Ryan Bonfiglio '01 arrived on campus as a freshman with one thing on his mind: winning. He was a wrestler and a scholar, and he wanted to prove his mettle.
And then he realized he was "surrounded by 4,500 other people who were just as talented as me."
Pretty soon, "questions came up: if I wasn't the best student or the best athlete, then what was I?"
Enter Athletes in Action (AIA), an evangelical Christian fellowship Bonfiglio joined as a sophomore. After attending training camps and internships, seminars and fellowships, what began as a "new social option" became his calling.
Now, Bonfiglio is back on campus as director of AIA, providing a Christian resource for students who need one.
Bonfiglio is one of a number of alumni whose lives at Princeton and beyond have been transformed by evangelical fellowships.
There are at least six such fellowships on campus, including AIA, Princeton Evangelical Fellowship (PEF), Agape, Manna, Crossroads and Impact.
These nondenominational groups serve Christian students through weekly fellowship meetings, bible studies, social events, community service opportunities and individual consultations with staff.
Although the fellowships all draw from the same pool of students, each targets a slightly different audience.
"Different personalities are expressed in our large group meetings — different styles of worship, teaching, everything," Agape president Randy Beard '05 said. "The goal is for each ministry to take its strengths, its personality to attract a different group of people."
Instead of competing for members, the various groups cooperate with each other, holding inter-fellowship services for Christmas and Easter and coordinating joint community service projects.
"We're all playing for the same team, when it comes down to it," Beard said. "Competition would be stupid."
A Christian wrestler

For AIA, athletes are the target audience — a good match for Bonfiglio, a former wrestling star who is now assistant wrestling coach as well as AIA director.
When he first came to Princeton, Bonfiglio said he had "no religious experience," and he focused his freshman year on his sport. As a sophomore, however, he followed a friend's suggestion and joined a men's bible study hosted by AIA.
"It sounded interesting," he said.
Bonfiglio soon became an active member of the group and decided to attend a week-long camp run by AIA in Colorado.
At the camp, he said he realized he had an unhealthy attitude toward wrestling.
"I had just become Christian, but I still had attitudes that were not Christian," he said. "I left my Christianity up-campus when I went to Jadwin."
AIA taught him that "if you lose, you lose as an athlete, but not as a person," he said. "Truths about faith are unaffected by a loss on the mat."
As a junior and senior, Bonfiglio kept up his interest in wrestling, serving as captain of the team. But he also became more engaged in AIA and by the time he graduated, he had decided to make religion a career.
After a year of AIA training at Yale University, Bonfiglio returned to Princeton to share his experiences with others. As director, he mentors students individually, coordinates fellowship meetings and community service projects and administrates the group.

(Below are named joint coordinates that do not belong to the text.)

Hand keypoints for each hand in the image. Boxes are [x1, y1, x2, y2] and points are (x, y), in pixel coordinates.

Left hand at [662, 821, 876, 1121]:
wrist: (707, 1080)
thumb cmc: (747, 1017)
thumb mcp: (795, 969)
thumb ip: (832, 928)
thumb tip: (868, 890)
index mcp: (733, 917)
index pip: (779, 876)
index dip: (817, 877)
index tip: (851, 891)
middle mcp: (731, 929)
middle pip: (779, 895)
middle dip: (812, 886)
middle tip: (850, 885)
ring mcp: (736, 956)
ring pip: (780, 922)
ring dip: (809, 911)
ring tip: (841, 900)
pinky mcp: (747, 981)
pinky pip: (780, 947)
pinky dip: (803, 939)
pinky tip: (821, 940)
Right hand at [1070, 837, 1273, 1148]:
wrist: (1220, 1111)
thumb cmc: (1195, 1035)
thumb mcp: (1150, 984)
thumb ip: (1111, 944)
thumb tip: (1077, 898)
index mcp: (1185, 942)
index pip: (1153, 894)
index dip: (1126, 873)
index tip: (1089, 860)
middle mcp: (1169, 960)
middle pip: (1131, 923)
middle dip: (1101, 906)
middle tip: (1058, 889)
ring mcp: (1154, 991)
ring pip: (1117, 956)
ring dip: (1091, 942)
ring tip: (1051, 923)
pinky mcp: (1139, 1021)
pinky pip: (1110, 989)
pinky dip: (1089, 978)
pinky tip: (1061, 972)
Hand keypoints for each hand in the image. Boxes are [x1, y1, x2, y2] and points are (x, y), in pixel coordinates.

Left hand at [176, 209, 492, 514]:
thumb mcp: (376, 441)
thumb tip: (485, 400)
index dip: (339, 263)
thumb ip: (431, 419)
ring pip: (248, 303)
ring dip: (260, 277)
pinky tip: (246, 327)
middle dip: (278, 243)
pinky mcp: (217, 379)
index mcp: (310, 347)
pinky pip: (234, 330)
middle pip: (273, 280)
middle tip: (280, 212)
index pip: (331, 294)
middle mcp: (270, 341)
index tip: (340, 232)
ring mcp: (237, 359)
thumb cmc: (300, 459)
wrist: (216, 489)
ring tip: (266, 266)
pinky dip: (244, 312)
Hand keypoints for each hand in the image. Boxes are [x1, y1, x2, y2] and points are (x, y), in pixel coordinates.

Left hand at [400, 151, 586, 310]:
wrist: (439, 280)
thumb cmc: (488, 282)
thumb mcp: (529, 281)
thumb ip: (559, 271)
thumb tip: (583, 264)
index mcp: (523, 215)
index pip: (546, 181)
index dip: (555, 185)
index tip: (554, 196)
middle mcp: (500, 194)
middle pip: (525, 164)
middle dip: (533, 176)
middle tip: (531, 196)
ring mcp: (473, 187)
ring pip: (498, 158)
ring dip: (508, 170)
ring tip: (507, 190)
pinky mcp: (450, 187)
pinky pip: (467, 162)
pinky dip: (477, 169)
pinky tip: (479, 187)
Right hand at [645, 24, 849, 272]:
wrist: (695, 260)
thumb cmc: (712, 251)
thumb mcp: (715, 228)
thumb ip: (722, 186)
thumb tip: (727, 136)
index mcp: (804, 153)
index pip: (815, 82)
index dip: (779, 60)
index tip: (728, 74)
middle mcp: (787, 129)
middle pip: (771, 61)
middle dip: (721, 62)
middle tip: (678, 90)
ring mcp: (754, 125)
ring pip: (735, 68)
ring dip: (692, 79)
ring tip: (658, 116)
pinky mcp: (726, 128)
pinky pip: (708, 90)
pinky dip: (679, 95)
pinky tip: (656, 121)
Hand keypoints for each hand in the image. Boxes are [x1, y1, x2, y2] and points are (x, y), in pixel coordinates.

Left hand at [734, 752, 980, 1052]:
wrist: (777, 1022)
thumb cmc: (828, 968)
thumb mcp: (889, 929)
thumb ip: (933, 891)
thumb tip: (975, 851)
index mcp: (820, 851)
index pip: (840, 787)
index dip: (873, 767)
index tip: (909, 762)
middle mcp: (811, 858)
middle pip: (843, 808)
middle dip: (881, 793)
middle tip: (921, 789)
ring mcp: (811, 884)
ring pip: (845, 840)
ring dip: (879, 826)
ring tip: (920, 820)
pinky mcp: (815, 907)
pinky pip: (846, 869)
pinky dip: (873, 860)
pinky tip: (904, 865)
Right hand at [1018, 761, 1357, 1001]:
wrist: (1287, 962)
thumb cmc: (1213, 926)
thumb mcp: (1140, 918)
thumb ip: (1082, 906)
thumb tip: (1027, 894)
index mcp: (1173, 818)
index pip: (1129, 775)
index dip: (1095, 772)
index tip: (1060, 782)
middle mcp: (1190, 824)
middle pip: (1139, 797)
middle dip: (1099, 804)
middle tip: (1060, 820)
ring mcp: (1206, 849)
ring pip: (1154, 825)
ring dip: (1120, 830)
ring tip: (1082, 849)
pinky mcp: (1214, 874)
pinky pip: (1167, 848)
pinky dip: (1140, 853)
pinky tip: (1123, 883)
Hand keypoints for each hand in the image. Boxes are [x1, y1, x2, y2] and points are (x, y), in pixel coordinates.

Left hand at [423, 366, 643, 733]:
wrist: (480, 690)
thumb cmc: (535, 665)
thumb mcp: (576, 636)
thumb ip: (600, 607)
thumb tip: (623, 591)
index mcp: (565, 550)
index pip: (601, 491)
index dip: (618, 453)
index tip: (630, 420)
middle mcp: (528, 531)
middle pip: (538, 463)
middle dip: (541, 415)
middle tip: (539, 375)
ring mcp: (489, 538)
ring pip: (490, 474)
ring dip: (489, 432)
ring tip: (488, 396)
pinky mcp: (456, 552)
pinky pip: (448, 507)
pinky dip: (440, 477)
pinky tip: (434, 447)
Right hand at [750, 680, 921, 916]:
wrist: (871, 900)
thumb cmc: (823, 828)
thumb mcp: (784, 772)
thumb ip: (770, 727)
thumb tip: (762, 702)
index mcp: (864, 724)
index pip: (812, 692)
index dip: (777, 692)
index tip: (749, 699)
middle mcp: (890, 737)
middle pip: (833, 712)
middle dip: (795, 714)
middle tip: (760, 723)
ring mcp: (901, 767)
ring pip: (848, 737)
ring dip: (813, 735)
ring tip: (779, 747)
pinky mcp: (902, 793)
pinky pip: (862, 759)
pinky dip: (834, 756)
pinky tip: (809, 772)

"Being director is a great way of being on campus," he said.
20 years of service
Bonfiglio is not the only alumnus who has returned to Princeton to work with an evangelical fellowship.
The Reverend Bill Boyce '79 enrolled at Princeton as a newly-committed Christian, after becoming involved in the Christian outreach organization, Young Life, during high school. Although he said he had always attended church with his parents, "I was bored by it."
At Princeton, he immediately searched for a Christian group and was referred to PEF by a friend from his hometown, Dallas. The group quickly became his major extracurricular focus, and by senior year, he was a student leader.
Through PEF, he met his future wife, Debbie Boyce '79, who is now also on PEF's staff.
After graduation, Boyce spent two years in the New Jersey Treasury Department, and then returned home to attend the Dallas Theological Seminary. He was ordained in 1985.
At that time, Boyce said PEF staff members were "moving on" and he was offered the position of director, a position he has now held for almost twenty years.
"University students are at a wonderful moment in life, when they're asking really important questions, looking for answers, developing personal convictions," he said. "And it's wonderful to be with them and help them through that time. It's really a joy to be here."
From PR to PEF
Along with Bill and Debbie Boyce, PEF employs eight additional alumni staff members.
Their newest addition is Sharon Sampson '99.
Originally from Minnesota, Sampson was part of a churchgoing family and said she came to campus in search of a spiritual home.
She found this at PEF, where she was mentored by Debbie Boyce as part of the fellowship's one-on-one meetings.
"Involvement in PEF was hugely definitive in my college experience," she said. "This is where my faith was defined and refined."
After graduating as an English major, Sampson spent five years as a public relations executive in New York City, but said she had a "growing feeling of restlessness. I felt a disconnect with my work. I like to work with people. I didn't get to do that."
Last June, Sampson quit her job to "catch up on life." She began to write a novel and visit friends she had not seen in years.
All this was "tabled" at her fifth reunion, she said, when she saw Bill Boyce and discussed the possibility that she could return to Princeton and PEF.
"I had no intention of leaving New York," she said. But "the opportunity to give back was so compelling and enriching. I am loving getting to know the students."